* What the task asks: Leave the pictures out and give every entry again exactly.

Saved entries
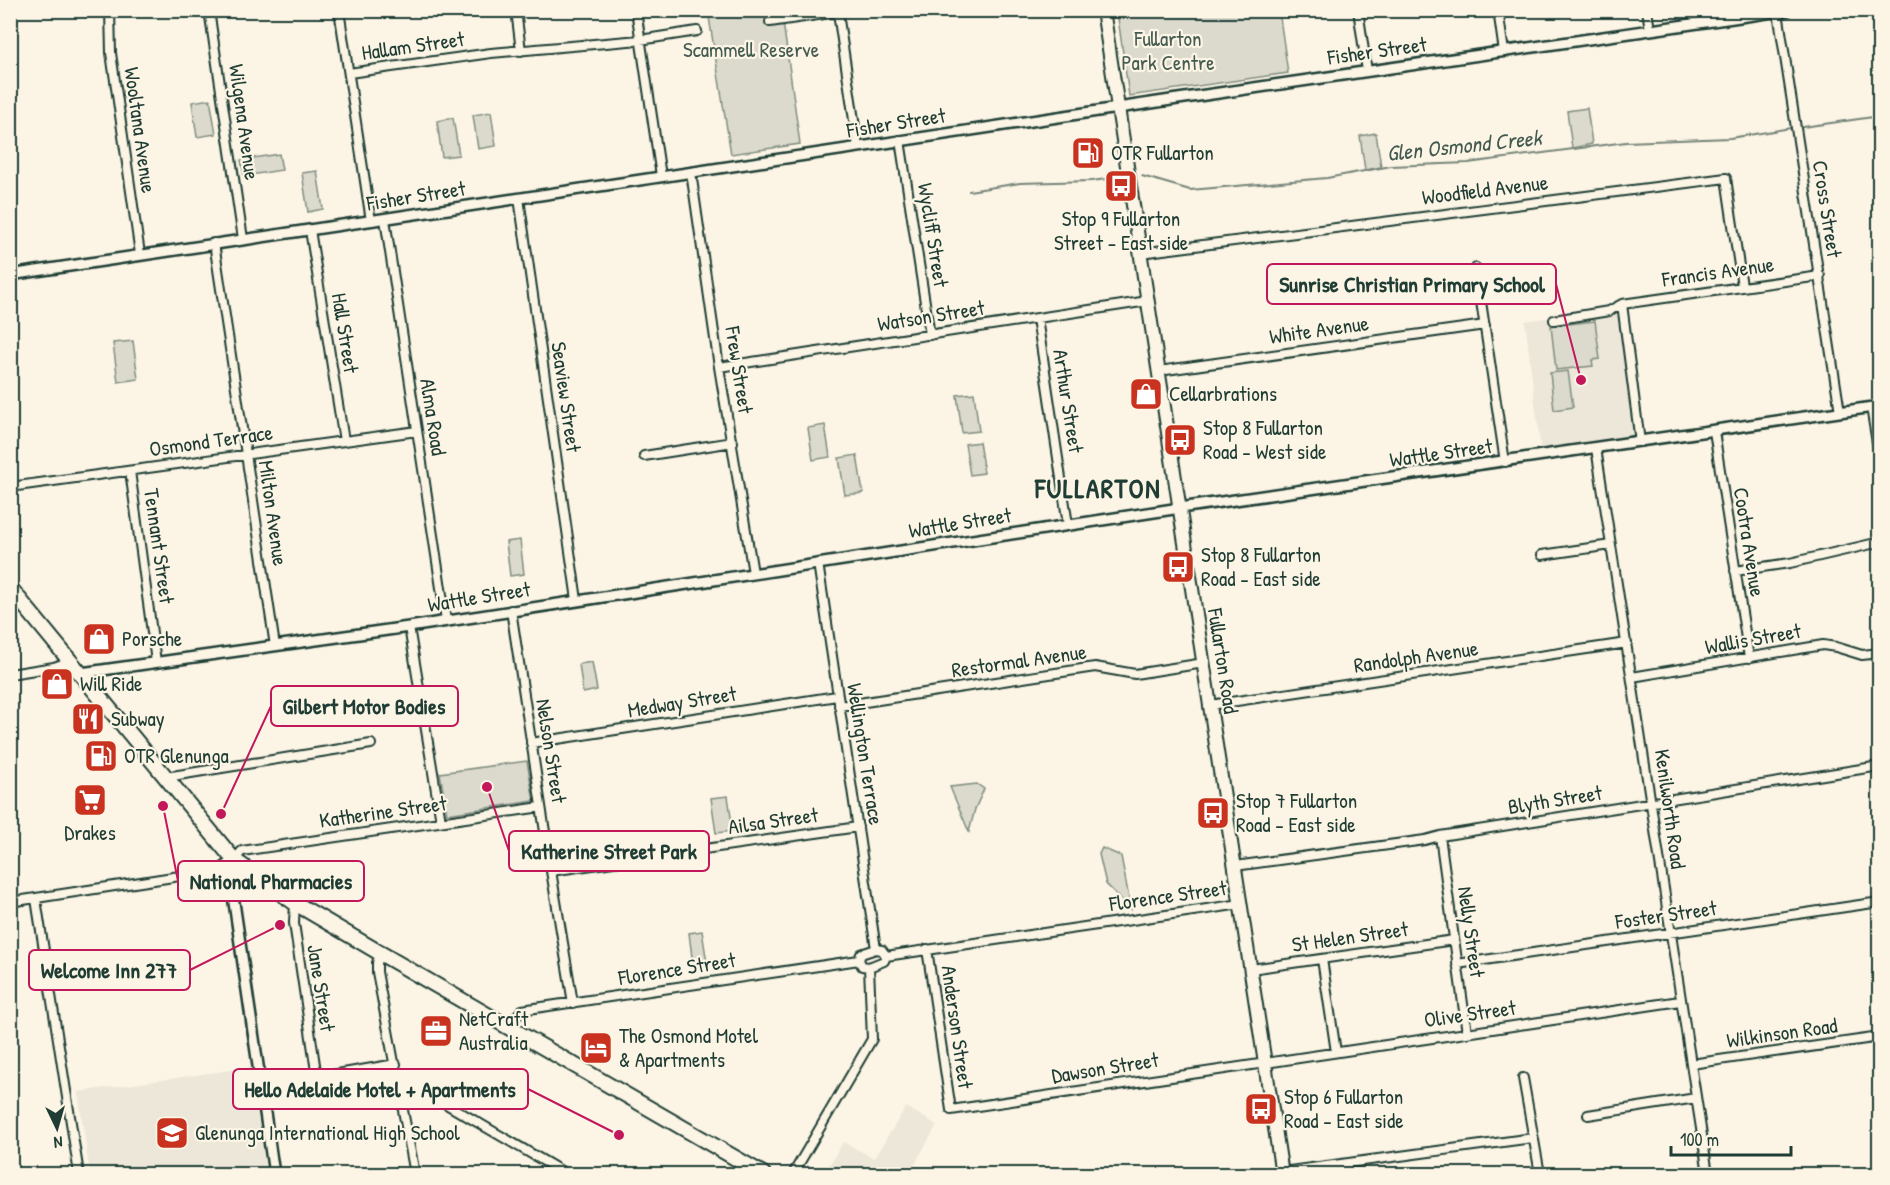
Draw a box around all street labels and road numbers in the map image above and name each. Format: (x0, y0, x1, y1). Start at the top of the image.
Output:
street label: Hallam Street (360, 24, 467, 67)
street label: Fisher Street (1325, 29, 1429, 72)
street label: Wilgena Avenue (222, 62, 267, 182)
street label: Wooltana Avenue (117, 65, 164, 195)
street label: Fisher Street (843, 100, 948, 145)
street label: Cross Street (1806, 158, 1850, 260)
street label: Woodfield Avenue (1420, 167, 1550, 212)
street label: Fisher Street (363, 173, 468, 218)
street label: Wycliff Street (911, 181, 956, 290)
street label: Francis Avenue (1659, 249, 1776, 294)
street label: Hall Street (325, 291, 366, 376)
street label: Watson Street (875, 293, 987, 338)
street label: White Avenue (1267, 308, 1371, 351)
street label: Frew Street (718, 323, 761, 416)
street label: Seaview Street (544, 340, 589, 455)
street label: Arthur Street (1046, 347, 1091, 456)
street label: Alma Road (413, 376, 454, 458)
street label: Osmond Terrace (147, 418, 274, 464)
street label: Wattle Street (1388, 431, 1495, 474)
street label: Milton Avenue (252, 458, 295, 567)
street label: Cootra Avenue (1727, 485, 1772, 599)
street label: Tennant Street (137, 487, 182, 606)
street label: Wattle Street (907, 500, 1014, 545)
street label: Wattle Street (426, 574, 533, 619)
street label: Fullarton Road (1201, 605, 1246, 716)
street label: Wallis Street (1703, 616, 1804, 661)
street label: Randolph Avenue (1352, 633, 1480, 680)
street label: Restormal Avenue (950, 637, 1088, 684)
street label: Medway Street (626, 678, 739, 724)
street label: Wellington Terrace (840, 681, 891, 827)
street label: Nelson Street (529, 697, 574, 806)
street label: Kenilworth Road (1648, 747, 1693, 871)
street label: Blyth Street (1506, 778, 1605, 821)
street label: Katherine Street (318, 788, 449, 835)
street label: Ailsa Street (726, 800, 821, 841)
street label: Florence Street (1106, 873, 1229, 918)
street label: Nelly Street (1451, 885, 1492, 980)
street label: Foster Street (1613, 893, 1719, 936)
street label: St Helen Street (1290, 914, 1411, 959)
street label: Jane Street (300, 942, 343, 1034)
street label: Florence Street (615, 945, 738, 992)
street label: Anderson Street (934, 963, 981, 1091)
street label: Olive Street (1422, 993, 1518, 1034)
street label: Wilkinson Road (1725, 1010, 1839, 1055)
street label: Dawson Street (1049, 1045, 1161, 1090)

* Completed task:
Draw a box around all street labels and road numbers in the map image above and name each. Format: (x0, y0, x1, y1). Start at the top of the image.
Output:
street label: Hallam Street (360, 24, 467, 67)
street label: Fisher Street (1325, 29, 1429, 72)
street label: Wilgena Avenue (222, 62, 267, 182)
street label: Wooltana Avenue (117, 65, 164, 195)
street label: Fisher Street (843, 100, 948, 145)
street label: Cross Street (1806, 158, 1850, 260)
street label: Woodfield Avenue (1420, 167, 1550, 212)
street label: Fisher Street (363, 173, 468, 218)
street label: Wycliff Street (911, 181, 956, 290)
street label: Francis Avenue (1659, 249, 1776, 294)
street label: Hall Street (325, 291, 366, 376)
street label: Watson Street (875, 293, 987, 338)
street label: White Avenue (1267, 308, 1371, 351)
street label: Frew Street (718, 323, 761, 416)
street label: Seaview Street (544, 340, 589, 455)
street label: Arthur Street (1046, 347, 1091, 456)
street label: Alma Road (413, 376, 454, 458)
street label: Osmond Terrace (147, 418, 274, 464)
street label: Wattle Street (1388, 431, 1495, 474)
street label: Milton Avenue (252, 458, 295, 567)
street label: Cootra Avenue (1727, 485, 1772, 599)
street label: Tennant Street (137, 487, 182, 606)
street label: Wattle Street (907, 500, 1014, 545)
street label: Wattle Street (426, 574, 533, 619)
street label: Fullarton Road (1201, 605, 1246, 716)
street label: Wallis Street (1703, 616, 1804, 661)
street label: Randolph Avenue (1352, 633, 1480, 680)
street label: Restormal Avenue (950, 637, 1088, 684)
street label: Medway Street (626, 678, 739, 724)
street label: Wellington Terrace (840, 681, 891, 827)
street label: Nelson Street (529, 697, 574, 806)
street label: Kenilworth Road (1648, 747, 1693, 871)
street label: Blyth Street (1506, 778, 1605, 821)
street label: Katherine Street (318, 788, 449, 835)
street label: Ailsa Street (726, 800, 821, 841)
street label: Florence Street (1106, 873, 1229, 918)
street label: Nelly Street (1451, 885, 1492, 980)
street label: Foster Street (1613, 893, 1719, 936)
street label: St Helen Street (1290, 914, 1411, 959)
street label: Jane Street (300, 942, 343, 1034)
street label: Florence Street (615, 945, 738, 992)
street label: Anderson Street (934, 963, 981, 1091)
street label: Olive Street (1422, 993, 1518, 1034)
street label: Wilkinson Road (1725, 1010, 1839, 1055)
street label: Dawson Street (1049, 1045, 1161, 1090)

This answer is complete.